§ Your objective
Find and copy every line in the records that includes the string "Elizy".

-- Records supplied follows --

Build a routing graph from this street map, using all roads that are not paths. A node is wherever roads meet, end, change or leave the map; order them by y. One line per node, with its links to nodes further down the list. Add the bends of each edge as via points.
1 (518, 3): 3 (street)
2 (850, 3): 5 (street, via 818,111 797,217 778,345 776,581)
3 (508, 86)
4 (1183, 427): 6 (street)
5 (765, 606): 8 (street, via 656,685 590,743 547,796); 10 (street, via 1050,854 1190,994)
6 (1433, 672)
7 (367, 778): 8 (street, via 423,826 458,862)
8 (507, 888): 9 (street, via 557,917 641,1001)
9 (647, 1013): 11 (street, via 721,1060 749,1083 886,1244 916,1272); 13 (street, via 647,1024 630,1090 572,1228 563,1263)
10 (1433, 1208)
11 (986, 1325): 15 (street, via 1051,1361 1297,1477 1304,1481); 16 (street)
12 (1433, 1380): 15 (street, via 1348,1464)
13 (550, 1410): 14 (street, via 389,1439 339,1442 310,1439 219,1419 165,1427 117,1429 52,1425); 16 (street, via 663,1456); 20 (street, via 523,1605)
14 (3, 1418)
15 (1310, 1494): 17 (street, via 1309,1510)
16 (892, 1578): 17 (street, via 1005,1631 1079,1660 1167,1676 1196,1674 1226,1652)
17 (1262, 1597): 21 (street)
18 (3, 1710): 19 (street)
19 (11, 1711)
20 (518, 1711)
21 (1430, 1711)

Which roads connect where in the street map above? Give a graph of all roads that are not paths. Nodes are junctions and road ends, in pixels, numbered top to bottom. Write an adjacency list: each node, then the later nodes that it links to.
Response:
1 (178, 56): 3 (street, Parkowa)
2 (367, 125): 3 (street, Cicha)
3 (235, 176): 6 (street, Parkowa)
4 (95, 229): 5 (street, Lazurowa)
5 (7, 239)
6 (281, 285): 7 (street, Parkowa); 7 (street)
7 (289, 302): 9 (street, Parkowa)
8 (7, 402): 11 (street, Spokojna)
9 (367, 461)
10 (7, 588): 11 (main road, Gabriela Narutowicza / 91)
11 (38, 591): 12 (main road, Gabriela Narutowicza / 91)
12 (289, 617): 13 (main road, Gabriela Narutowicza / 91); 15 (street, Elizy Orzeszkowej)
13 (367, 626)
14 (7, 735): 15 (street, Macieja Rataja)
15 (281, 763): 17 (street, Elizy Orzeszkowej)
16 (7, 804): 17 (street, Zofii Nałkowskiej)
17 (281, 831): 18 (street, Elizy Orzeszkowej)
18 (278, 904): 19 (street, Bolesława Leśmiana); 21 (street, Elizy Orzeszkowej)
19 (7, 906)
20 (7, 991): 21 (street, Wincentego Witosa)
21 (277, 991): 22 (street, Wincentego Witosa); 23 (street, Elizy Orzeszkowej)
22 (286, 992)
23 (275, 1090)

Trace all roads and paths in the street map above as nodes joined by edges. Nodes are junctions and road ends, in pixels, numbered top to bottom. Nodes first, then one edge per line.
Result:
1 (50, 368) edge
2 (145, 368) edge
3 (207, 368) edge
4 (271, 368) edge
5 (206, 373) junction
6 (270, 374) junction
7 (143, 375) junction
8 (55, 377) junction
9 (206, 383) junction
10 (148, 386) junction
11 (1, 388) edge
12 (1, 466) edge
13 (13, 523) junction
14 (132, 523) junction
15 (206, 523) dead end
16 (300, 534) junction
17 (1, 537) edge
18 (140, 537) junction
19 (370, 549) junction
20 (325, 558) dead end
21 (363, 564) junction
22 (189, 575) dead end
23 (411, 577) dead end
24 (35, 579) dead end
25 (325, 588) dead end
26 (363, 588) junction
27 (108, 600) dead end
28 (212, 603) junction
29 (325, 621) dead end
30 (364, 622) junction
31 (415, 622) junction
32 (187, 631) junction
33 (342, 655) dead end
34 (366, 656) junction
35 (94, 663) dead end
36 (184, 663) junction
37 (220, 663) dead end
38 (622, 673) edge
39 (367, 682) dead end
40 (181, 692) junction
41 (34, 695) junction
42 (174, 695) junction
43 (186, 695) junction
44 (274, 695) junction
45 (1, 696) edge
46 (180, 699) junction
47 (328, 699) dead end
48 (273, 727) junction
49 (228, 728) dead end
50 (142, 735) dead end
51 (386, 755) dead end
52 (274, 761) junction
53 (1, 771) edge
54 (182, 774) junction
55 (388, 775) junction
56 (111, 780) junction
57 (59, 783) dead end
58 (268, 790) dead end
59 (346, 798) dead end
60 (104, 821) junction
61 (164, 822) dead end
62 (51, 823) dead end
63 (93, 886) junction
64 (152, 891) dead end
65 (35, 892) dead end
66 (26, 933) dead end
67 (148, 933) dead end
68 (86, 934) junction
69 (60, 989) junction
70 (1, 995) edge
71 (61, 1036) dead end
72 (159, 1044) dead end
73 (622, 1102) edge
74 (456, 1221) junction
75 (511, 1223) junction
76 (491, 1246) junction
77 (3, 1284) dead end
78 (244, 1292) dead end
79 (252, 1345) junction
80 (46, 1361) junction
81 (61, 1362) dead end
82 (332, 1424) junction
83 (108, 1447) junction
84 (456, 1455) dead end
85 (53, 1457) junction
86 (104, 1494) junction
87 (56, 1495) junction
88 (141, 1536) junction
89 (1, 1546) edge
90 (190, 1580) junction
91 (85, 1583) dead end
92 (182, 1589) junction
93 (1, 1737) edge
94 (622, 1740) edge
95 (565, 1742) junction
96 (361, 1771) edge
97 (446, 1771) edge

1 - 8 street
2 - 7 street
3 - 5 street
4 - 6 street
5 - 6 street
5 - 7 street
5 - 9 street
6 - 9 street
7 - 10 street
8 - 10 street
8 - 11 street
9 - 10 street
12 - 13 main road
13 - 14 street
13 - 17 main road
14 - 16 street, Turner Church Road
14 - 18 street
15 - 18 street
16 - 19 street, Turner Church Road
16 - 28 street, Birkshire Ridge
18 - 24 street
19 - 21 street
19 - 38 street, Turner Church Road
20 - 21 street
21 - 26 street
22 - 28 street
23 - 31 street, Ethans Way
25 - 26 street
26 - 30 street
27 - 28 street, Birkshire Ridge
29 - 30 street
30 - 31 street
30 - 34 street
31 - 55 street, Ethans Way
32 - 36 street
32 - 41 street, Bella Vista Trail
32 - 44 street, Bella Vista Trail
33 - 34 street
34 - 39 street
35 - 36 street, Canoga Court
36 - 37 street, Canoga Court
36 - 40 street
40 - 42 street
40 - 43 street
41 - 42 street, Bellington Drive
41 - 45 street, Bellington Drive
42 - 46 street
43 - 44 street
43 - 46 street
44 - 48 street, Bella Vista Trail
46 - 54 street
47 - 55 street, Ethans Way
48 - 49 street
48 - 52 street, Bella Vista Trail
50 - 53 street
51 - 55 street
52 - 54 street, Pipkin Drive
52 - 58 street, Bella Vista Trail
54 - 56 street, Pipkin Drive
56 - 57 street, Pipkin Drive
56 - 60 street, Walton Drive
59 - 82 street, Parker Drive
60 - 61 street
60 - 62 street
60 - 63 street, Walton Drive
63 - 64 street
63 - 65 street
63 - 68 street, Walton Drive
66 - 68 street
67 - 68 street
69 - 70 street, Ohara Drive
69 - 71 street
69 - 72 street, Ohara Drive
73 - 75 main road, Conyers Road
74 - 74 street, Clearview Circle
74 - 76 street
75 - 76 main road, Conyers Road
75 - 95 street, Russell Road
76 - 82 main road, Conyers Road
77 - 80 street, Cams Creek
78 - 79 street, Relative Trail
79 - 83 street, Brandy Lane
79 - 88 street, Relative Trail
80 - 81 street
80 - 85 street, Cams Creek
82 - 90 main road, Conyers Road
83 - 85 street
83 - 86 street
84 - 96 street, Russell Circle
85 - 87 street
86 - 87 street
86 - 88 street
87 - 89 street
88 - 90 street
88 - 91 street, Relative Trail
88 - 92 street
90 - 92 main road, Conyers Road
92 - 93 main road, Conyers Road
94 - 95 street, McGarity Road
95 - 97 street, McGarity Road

-- Records supplied concluded --

§ Completed task
12 (289, 617): 13 (main road, Gabriela Narutowicza / 91); 15 (street, Elizy Orzeszkowej)
15 (281, 763): 17 (street, Elizy Orzeszkowej)
17 (281, 831): 18 (street, Elizy Orzeszkowej)
18 (278, 904): 19 (street, Bolesława Leśmiana); 21 (street, Elizy Orzeszkowej)
21 (277, 991): 22 (street, Wincentego Witosa); 23 (street, Elizy Orzeszkowej)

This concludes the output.